Masalah penanganan kasus kekerasan dalam rumah tangga (KDRT) di Indonesia masih menjadi perhatian serius, terutama dalam konteks Undang-Undang Nomor 23 Tahun 2004 tentang penghapusan kekerasan dalam rumah tangga (PKDRT). Salah satu kendala utama adalah masih dilihatnya kasus KDRT sebagai urusan pribadi, yang mengakibatkan banyak korban enggan melapor.
Menurut Tri Palupi Diah Handayati dari Unit Pelaksana Teknis Pusat Perlindungan Perempuan dan Anak (UPT PPPA) DKI Jakarta, kompleksitas kasus KDRT yang dianggap sebagai urusan pribadi seringkali membuat korban enggan melaporkan tindakan kekerasan yang mereka alami. Mereka merasa bahwa tindakan tersebut adalah suatu aib yang sebaiknya tidak diketahui oleh orang lain, yang kemudian menghambat upaya penegakan UU PKDRT dan perlindungan terhadap korban.
Selain itu, kendala lainnya meliputi perbedaan perspektif di antara berbagai pihak yang terlibat dalam penanganan kasus KDRT, termasuk perspektif masyarakat dan pemangku kepentingan yang mungkin belum sepenuhnya memahami batasan dan prosedur layanan yang ada.

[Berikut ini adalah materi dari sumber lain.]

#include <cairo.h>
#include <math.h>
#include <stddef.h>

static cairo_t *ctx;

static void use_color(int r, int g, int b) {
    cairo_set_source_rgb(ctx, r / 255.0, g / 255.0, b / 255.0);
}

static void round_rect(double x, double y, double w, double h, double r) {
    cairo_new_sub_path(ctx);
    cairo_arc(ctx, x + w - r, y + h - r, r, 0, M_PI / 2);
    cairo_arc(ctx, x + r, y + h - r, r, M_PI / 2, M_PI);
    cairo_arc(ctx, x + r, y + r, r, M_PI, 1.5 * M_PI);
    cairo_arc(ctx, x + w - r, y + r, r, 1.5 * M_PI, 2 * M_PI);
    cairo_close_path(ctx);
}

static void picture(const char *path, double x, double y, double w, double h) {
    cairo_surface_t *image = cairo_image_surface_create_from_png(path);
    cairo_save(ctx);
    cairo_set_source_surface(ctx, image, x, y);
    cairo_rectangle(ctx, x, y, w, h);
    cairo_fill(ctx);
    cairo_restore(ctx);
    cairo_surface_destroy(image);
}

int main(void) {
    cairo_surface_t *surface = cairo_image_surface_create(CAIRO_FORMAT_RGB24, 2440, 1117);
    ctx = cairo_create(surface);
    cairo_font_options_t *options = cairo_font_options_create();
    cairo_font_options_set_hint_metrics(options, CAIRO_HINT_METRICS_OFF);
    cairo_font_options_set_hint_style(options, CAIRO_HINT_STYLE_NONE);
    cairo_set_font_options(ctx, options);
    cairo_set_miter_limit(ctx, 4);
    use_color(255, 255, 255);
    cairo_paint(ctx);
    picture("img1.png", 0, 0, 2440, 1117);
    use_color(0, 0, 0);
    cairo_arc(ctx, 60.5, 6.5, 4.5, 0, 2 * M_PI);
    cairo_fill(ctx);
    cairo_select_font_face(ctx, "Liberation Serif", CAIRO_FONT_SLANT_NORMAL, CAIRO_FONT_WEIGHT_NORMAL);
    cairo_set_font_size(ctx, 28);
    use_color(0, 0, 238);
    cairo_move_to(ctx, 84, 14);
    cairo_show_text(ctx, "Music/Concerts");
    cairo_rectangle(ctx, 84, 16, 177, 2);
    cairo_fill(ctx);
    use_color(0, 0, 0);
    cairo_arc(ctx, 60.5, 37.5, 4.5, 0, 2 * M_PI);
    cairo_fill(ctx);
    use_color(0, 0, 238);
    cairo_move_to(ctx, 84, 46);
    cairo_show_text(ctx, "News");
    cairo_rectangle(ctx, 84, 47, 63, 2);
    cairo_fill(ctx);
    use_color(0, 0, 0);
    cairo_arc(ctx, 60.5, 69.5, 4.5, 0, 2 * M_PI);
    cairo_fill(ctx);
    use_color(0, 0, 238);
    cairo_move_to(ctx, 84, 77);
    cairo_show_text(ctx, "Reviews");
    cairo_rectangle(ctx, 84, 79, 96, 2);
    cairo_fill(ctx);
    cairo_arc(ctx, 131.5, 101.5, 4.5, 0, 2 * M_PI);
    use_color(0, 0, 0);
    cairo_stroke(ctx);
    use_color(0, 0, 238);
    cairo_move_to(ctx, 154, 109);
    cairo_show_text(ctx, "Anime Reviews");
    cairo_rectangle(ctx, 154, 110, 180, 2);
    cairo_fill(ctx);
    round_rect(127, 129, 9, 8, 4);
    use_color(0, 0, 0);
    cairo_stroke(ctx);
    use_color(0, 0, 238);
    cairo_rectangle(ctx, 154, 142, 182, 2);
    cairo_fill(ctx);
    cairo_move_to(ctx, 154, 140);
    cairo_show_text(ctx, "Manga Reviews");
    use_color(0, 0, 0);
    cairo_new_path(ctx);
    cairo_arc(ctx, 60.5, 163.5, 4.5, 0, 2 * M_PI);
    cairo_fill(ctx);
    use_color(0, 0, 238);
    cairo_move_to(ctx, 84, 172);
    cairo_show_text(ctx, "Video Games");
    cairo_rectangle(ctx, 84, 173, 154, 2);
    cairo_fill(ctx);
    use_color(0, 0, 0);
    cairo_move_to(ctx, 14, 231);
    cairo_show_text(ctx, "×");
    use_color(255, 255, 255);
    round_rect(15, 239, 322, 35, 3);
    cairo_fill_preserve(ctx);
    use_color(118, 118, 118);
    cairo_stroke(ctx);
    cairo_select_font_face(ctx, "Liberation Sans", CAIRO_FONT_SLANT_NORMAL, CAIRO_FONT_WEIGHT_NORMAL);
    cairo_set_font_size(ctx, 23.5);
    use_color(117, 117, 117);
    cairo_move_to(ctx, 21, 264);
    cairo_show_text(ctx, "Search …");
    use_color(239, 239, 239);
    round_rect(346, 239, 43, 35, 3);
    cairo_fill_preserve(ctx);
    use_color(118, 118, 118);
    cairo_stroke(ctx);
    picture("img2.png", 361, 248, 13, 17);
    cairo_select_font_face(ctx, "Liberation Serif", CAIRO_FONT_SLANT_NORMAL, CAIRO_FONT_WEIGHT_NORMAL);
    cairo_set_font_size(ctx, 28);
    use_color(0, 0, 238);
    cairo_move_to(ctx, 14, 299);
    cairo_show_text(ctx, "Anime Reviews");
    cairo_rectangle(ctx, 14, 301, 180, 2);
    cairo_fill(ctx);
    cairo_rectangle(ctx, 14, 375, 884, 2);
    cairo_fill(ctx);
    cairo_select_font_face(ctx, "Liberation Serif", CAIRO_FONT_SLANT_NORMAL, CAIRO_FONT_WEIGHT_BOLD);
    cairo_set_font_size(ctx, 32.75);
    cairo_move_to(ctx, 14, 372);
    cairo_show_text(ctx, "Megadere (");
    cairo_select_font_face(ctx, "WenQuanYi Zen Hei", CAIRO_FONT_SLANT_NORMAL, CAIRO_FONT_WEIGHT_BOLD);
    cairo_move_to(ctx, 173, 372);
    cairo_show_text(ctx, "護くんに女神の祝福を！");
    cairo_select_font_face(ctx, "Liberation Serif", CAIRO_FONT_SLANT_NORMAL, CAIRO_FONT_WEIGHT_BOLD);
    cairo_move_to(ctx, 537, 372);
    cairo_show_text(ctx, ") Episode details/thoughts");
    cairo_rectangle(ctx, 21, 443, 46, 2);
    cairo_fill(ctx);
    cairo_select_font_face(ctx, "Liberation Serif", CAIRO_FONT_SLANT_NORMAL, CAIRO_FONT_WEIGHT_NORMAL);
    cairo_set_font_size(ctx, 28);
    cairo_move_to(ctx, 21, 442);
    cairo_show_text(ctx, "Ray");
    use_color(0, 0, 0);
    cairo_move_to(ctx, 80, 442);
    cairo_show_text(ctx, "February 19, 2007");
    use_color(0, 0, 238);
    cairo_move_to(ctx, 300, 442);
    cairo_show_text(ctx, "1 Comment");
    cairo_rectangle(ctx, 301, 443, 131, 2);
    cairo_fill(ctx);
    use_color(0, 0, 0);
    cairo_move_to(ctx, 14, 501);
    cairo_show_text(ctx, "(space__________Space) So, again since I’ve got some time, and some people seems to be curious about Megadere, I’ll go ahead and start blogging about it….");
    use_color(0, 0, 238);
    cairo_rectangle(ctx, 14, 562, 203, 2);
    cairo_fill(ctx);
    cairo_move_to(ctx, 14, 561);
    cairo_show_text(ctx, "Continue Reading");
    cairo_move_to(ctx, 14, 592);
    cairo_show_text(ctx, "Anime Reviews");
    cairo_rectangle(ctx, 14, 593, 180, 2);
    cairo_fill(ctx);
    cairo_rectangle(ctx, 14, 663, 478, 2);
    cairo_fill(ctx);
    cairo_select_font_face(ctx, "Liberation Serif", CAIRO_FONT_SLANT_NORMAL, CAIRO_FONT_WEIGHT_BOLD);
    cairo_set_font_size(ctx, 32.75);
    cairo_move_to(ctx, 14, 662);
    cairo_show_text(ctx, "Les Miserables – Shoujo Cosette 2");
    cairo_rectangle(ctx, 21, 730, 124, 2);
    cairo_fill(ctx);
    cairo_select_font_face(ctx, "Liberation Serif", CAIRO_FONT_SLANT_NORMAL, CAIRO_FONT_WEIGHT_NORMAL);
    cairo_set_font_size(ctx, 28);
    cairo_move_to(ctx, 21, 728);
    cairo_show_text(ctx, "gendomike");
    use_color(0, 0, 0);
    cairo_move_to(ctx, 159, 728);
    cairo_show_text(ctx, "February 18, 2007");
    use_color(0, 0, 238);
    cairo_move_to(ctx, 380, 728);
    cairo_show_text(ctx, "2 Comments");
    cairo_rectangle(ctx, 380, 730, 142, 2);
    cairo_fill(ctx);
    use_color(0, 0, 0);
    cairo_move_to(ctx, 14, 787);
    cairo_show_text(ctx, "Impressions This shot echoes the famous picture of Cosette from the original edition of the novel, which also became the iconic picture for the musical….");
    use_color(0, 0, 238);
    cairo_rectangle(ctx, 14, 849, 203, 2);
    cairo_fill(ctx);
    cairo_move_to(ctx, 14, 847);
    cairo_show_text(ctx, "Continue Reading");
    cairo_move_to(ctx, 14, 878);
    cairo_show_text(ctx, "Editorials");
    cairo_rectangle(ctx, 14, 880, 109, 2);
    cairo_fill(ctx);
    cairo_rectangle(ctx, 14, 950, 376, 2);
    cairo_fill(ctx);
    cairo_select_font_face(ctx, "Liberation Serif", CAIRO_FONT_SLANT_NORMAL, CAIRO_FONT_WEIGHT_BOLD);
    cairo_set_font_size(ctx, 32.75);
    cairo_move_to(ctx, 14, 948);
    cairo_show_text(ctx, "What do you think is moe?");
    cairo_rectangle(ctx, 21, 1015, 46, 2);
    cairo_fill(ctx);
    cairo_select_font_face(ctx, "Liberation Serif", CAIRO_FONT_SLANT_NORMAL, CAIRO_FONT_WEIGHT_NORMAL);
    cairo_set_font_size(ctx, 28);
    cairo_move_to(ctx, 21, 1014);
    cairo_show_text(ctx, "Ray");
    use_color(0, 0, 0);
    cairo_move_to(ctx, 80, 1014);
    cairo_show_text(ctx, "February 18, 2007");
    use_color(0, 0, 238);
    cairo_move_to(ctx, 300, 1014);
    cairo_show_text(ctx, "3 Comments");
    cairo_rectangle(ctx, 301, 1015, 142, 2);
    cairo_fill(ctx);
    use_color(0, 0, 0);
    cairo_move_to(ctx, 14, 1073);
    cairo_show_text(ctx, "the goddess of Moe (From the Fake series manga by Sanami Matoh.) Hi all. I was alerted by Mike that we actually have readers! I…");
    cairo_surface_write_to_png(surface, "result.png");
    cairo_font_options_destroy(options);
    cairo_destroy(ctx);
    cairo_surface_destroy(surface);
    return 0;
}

Kendala lain mencakup kurangnya pemanfaatan skema perlindungan khusus bagi korban KDRT dan kurangnya upaya pemberdayaan korban.

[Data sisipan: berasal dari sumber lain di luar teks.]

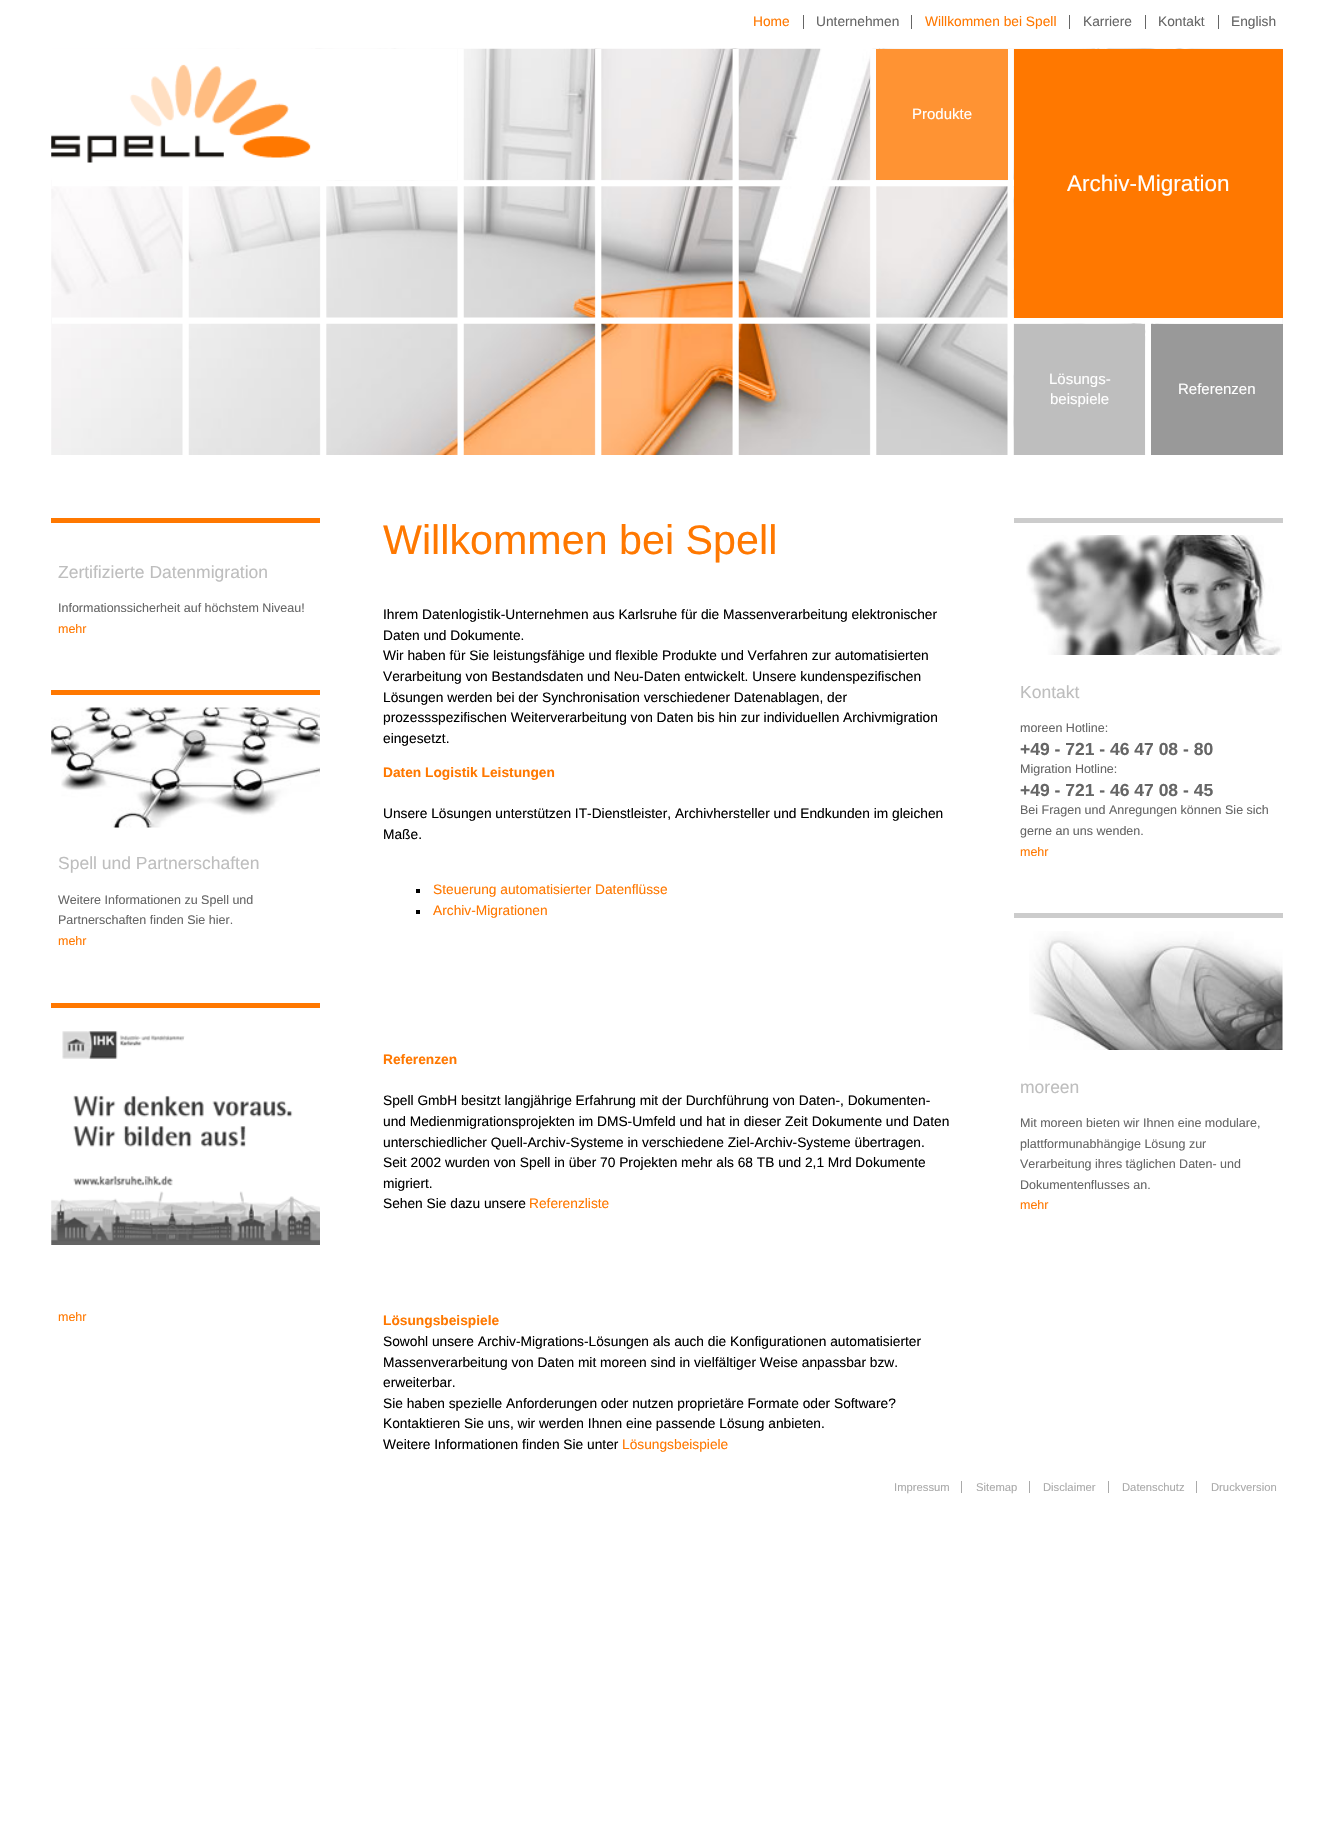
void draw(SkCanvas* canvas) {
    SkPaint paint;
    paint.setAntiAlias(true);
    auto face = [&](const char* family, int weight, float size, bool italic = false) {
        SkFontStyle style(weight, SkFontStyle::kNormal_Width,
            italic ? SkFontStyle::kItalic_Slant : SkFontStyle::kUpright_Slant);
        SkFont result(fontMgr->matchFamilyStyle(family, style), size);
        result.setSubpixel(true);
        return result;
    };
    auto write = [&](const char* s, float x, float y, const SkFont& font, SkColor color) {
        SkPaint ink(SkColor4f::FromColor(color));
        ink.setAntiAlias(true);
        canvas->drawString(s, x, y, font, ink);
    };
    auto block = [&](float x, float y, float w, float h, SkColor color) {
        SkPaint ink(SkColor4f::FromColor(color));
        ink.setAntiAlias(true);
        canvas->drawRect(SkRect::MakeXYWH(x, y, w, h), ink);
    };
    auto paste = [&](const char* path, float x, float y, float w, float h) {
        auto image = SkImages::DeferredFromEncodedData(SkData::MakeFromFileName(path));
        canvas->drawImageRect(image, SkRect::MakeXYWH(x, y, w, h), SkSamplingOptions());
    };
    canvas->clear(SK_ColorWHITE);
    auto kFont1 = face("Liberation Sans", 400, 13.75f);
    write("Home", 753, 26, kFont1, SkColorSetRGB(255, 120, 0));
    block(803, 15, 1, 14, SkColorSetRGB(102, 102, 102));
    write("Unternehmen", 816, 26, kFont1, SkColorSetRGB(102, 102, 102));
    block(911, 15, 1, 14, SkColorSetRGB(102, 102, 102));
    write("Willkommen bei Spell", 925, 26, kFont1, SkColorSetRGB(255, 120, 0));
    block(1069, 15, 1, 14, SkColorSetRGB(102, 102, 102));
    write("Karriere", 1083, 26, kFont1, SkColorSetRGB(102, 102, 102));
    block(1145, 15, 1, 14, SkColorSetRGB(102, 102, 102));
    write("Kontakt", 1158, 26, kFont1, SkColorSetRGB(102, 102, 102));
    block(1218, 15, 1, 14, SkColorSetRGB(102, 102, 102));
    write("English", 1231, 26, kFont1, SkColorSetRGB(102, 102, 102));
    paste("pic1.png", 51, 48, 1232, 407);
    paste("pic2.png", 52, 49, 1231, 406);
    paste("pic3.png", 51, 49, 407, 131);
    block(876, 49, 132, 131, SkColorSetRGB(255, 147, 51));
    auto kFont2 = face("Liberation Sans", 400, 15);
    write("Produkte", 912, 119, kFont2, SK_ColorWHITE);
    block(1014, 49, 269, 269, SkColorSetRGB(255, 120, 0));
    auto kFont3 = face("Liberation Sans", 400, 22.5f);
    write("Archiv-Migration", 1067, 191, kFont3, SK_ColorWHITE);
    block(1014, 324, 131, 131, SkColorSetRGB(190, 190, 190));
    write("Lösungs-", 1049, 384, kFont2, SK_ColorWHITE);
    write("beispiele", 1050, 404, kFont2, SK_ColorWHITE);
    block(1151, 324, 132, 131, SkColorSetRGB(153, 153, 153));
    write("Referenzen", 1178, 394, kFont2, SK_ColorWHITE);
    block(51, 518, 269, 5, SkColorSetRGB(255, 120, 0));
    auto kFont4 = face("Liberation Sans", 400, 17.5f);
    write("Zertifizierte Datenmigration", 58, 578, kFont4, SkColorSetRGB(190, 190, 190));
    auto kFont5 = face("Liberation Sans", 400, 12.5f);
    write("Informationssicherheit auf höchstem Niveau!", 58, 612, kFont5, SkColorSetRGB(102, 102, 102));
    write("mehr", 58, 633, kFont5, SkColorSetRGB(255, 120, 0));
    block(51, 690, 269, 5, SkColorSetRGB(255, 120, 0));
    paste("pic4.png", 51, 707, 269, 121);
    write("Spell und Partnerschaften", 58, 869, kFont4, SkColorSetRGB(190, 190, 190));
    write("Weitere Informationen zu Spell und", 58, 904, kFont5, SkColorSetRGB(102, 102, 102));
    write("Partnerschaften finden Sie hier.", 58, 924, kFont5, SkColorSetRGB(102, 102, 102));
    write("mehr", 58, 945, kFont5, SkColorSetRGB(255, 120, 0));
    block(51, 1003, 269, 5, SkColorSetRGB(255, 120, 0));
    paste("pic5.png", 51, 1031, 269, 214);
    write("mehr", 58, 1321, kFont5, SkColorSetRGB(255, 120, 0));
    auto kFont6 = face("Liberation Sans", 400, 41.25f);
    write("Willkommen bei Spell", 383, 554, kFont6, SkColorSetRGB(255, 120, 0));
    write("Ihrem Datenlogistik-Unternehmen aus Karlsruhe für die Massenverarbeitung elektronischer", 383, 619, kFont1, SK_ColorBLACK);
    write("Daten und Dokumente.", 383, 640, kFont1, SK_ColorBLACK);
    write("Wir haben für Sie leistungsfähige und flexible Produkte und Verfahren zur automatisierten", 383, 660, kFont1, SK_ColorBLACK);
    write("Verarbeitung von Bestandsdaten und Neu-Daten entwickelt. Unsere kundenspezifischen", 383, 681, kFont1, SK_ColorBLACK);
    write("Lösungen werden bei der Synchronisation verschiedener Datenablagen, der", 383, 702, kFont1, SK_ColorBLACK);
    write("prozessspezifischen Weiterverarbeitung von Daten bis hin zur individuellen Archivmigration", 383, 722, kFont1, SK_ColorBLACK);
    write("eingesetzt.", 383, 743, kFont1, SK_ColorBLACK);
    auto kFont7 = face("Liberation Sans", 700, 13.75f);
    write("Daten Logistik Leistungen", 383, 777, kFont7, SkColorSetRGB(255, 120, 0));
    write("Unsere Lösungen unterstützen IT-Dienstleister, Archivhersteller und Endkunden im gleichen", 383, 818, kFont1, SK_ColorBLACK);
    write("Maße.", 383, 839, kFont1, SK_ColorBLACK);
    block(416, 889, 4, 4, SK_ColorBLACK);
    write("Steuerung automatisierter Datenflüsse", 433, 894, kFont1, SkColorSetRGB(255, 120, 0));
    block(416, 910, 4, 4, SK_ColorBLACK);
    write("Archiv-Migrationen", 433, 915, kFont1, SkColorSetRGB(255, 120, 0));
    write("Referenzen", 383, 1064, kFont7, SkColorSetRGB(255, 120, 0));
    write("Spell GmbH besitzt langjährige Erfahrung mit der Durchführung von Daten-, Dokumenten-", 383, 1105, kFont1, SK_ColorBLACK);
    write("und Medienmigrationsprojekten im DMS-Umfeld und hat in dieser Zeit Dokumente und Daten", 383, 1126, kFont1, SK_ColorBLACK);
    write("unterschiedlicher Quell-Archiv-Systeme in verschiedene Ziel-Archiv-Systeme übertragen.", 383, 1147, kFont1, SK_ColorBLACK);
    write("Seit 2002 wurden von Spell in über 70 Projekten mehr als 68 TB und 2,1 Mrd Dokumente", 383, 1167, kFont1, SK_ColorBLACK);
    write("migriert.", 383, 1188, kFont1, SK_ColorBLACK);
    write("Sehen Sie dazu unsere", 383, 1208, kFont1, SK_ColorBLACK);
    write("Referenzliste", 529, 1208, kFont1, SkColorSetRGB(255, 120, 0));
    write("Lösungsbeispiele", 383, 1325, kFont7, SkColorSetRGB(255, 120, 0));
    write("Sowohl unsere Archiv-Migrations-Lösungen als auch die Konfigurationen automatisierter", 383, 1346, kFont1, SK_ColorBLACK);
    write("Massenverarbeitung von Daten mit moreen sind in vielfältiger Weise anpassbar bzw.", 383, 1367, kFont1, SK_ColorBLACK);
    write("erweiterbar.", 383, 1387, kFont1, SK_ColorBLACK);
    write("Sie haben spezielle Anforderungen oder nutzen proprietäre Formate oder Software?", 383, 1408, kFont1, SK_ColorBLACK);
    write("Kontaktieren Sie uns, wir werden Ihnen eine passende Lösung anbieten.", 383, 1428, kFont1, SK_ColorBLACK);
    write("Weitere Informationen finden Sie unter", 383, 1449, kFont1, SK_ColorBLACK);
    write("Lösungsbeispiele", 622, 1449, kFont1, SkColorSetRGB(255, 120, 0));
    block(1014, 518, 269, 5, SkColorSetRGB(204, 204, 204));
    paste("pic6.png", 1026, 535, 256, 120);
    write("Kontakt", 1020, 698, kFont4, SkColorSetRGB(190, 190, 190));
    write("moreen Hotline:", 1020, 732, kFont5, SkColorSetRGB(102, 102, 102));
    auto kFont8 = face("Liberation Sans", 700, 17.5f);
    write("+49 - 721 - 46 47 08 - 80", 1020, 755, kFont8, SkColorSetRGB(102, 102, 102));
    write("Migration Hotline:", 1020, 773, kFont5, SkColorSetRGB(102, 102, 102));
    write("+49 - 721 - 46 47 08 - 45", 1020, 796, kFont8, SkColorSetRGB(102, 102, 102));
    write("Bei Fragen und Anregungen können Sie sich", 1020, 814, kFont5, SkColorSetRGB(102, 102, 102));
    write("gerne an uns wenden.", 1020, 835, kFont5, SkColorSetRGB(102, 102, 102));
    write("mehr", 1020, 856, kFont5, SkColorSetRGB(255, 120, 0));
    block(1014, 913, 269, 5, SkColorSetRGB(204, 204, 204));
    paste("pic7.png", 1029, 931, 254, 119);
    write("moreen", 1020, 1093, kFont4, SkColorSetRGB(190, 190, 190));
    write("Mit moreen bieten wir Ihnen eine modulare,", 1020, 1127, kFont5, SkColorSetRGB(102, 102, 102));
    write("plattformunabhängige Lösung zur", 1020, 1148, kFont5, SkColorSetRGB(102, 102, 102));
    write("Verarbeitung ihres täglichen Daten- und", 1020, 1168, kFont5, SkColorSetRGB(102, 102, 102));
    write("Dokumentenflusses an.", 1020, 1189, kFont5, SkColorSetRGB(102, 102, 102));
    write("mehr", 1020, 1209, kFont5, SkColorSetRGB(255, 120, 0));
    auto kFont9 = face("Liberation Sans", 400, 11.25f);
    write("Impressum", 894, 1491, kFont9, SkColorSetRGB(170, 170, 170));
    block(961, 1481, 1, 12, SkColorSetRGB(170, 170, 170));
    write("Sitemap", 976, 1491, kFont9, SkColorSetRGB(170, 170, 170));
    block(1029, 1481, 1, 12, SkColorSetRGB(170, 170, 170));
    write("Disclaimer", 1043, 1491, kFont9, SkColorSetRGB(170, 170, 170));
    block(1108, 1481, 1, 12, SkColorSetRGB(170, 170, 170));
    write("Datenschutz", 1122, 1491, kFont9, SkColorSetRGB(170, 170, 170));
    block(1196, 1481, 1, 12, SkColorSetRGB(170, 170, 170));
    write("Druckversion", 1211, 1491, kFont9, SkColorSetRGB(170, 170, 170));
}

Eni Widiyanti dari Kementerian Pemberdayaan Perempuan dan Perlindungan Anak menekankan bahwa jumlah kasus KDRT yang dilaporkan hanyalah puncak gunung es. Banyak kasus KDRT sebenarnya tidak dilaporkan, dan pihak berwenang yakin bahwa jumlah sebenarnya jauh lebih besar dari yang dilaporkan.
Untuk mengatasi masalah ini, Pemerintah melalui Kementerian PPPA menggarisbawahi pentingnya sosialisasi UU Nomor 23 Tahun 2004 tentang PKDRT. Meskipun undang-undang ini telah berlaku selama hampir dua dekade, masih diperlukan upaya untuk meningkatkan kesadaran masyarakat tentang pentingnya menghapus KDRT.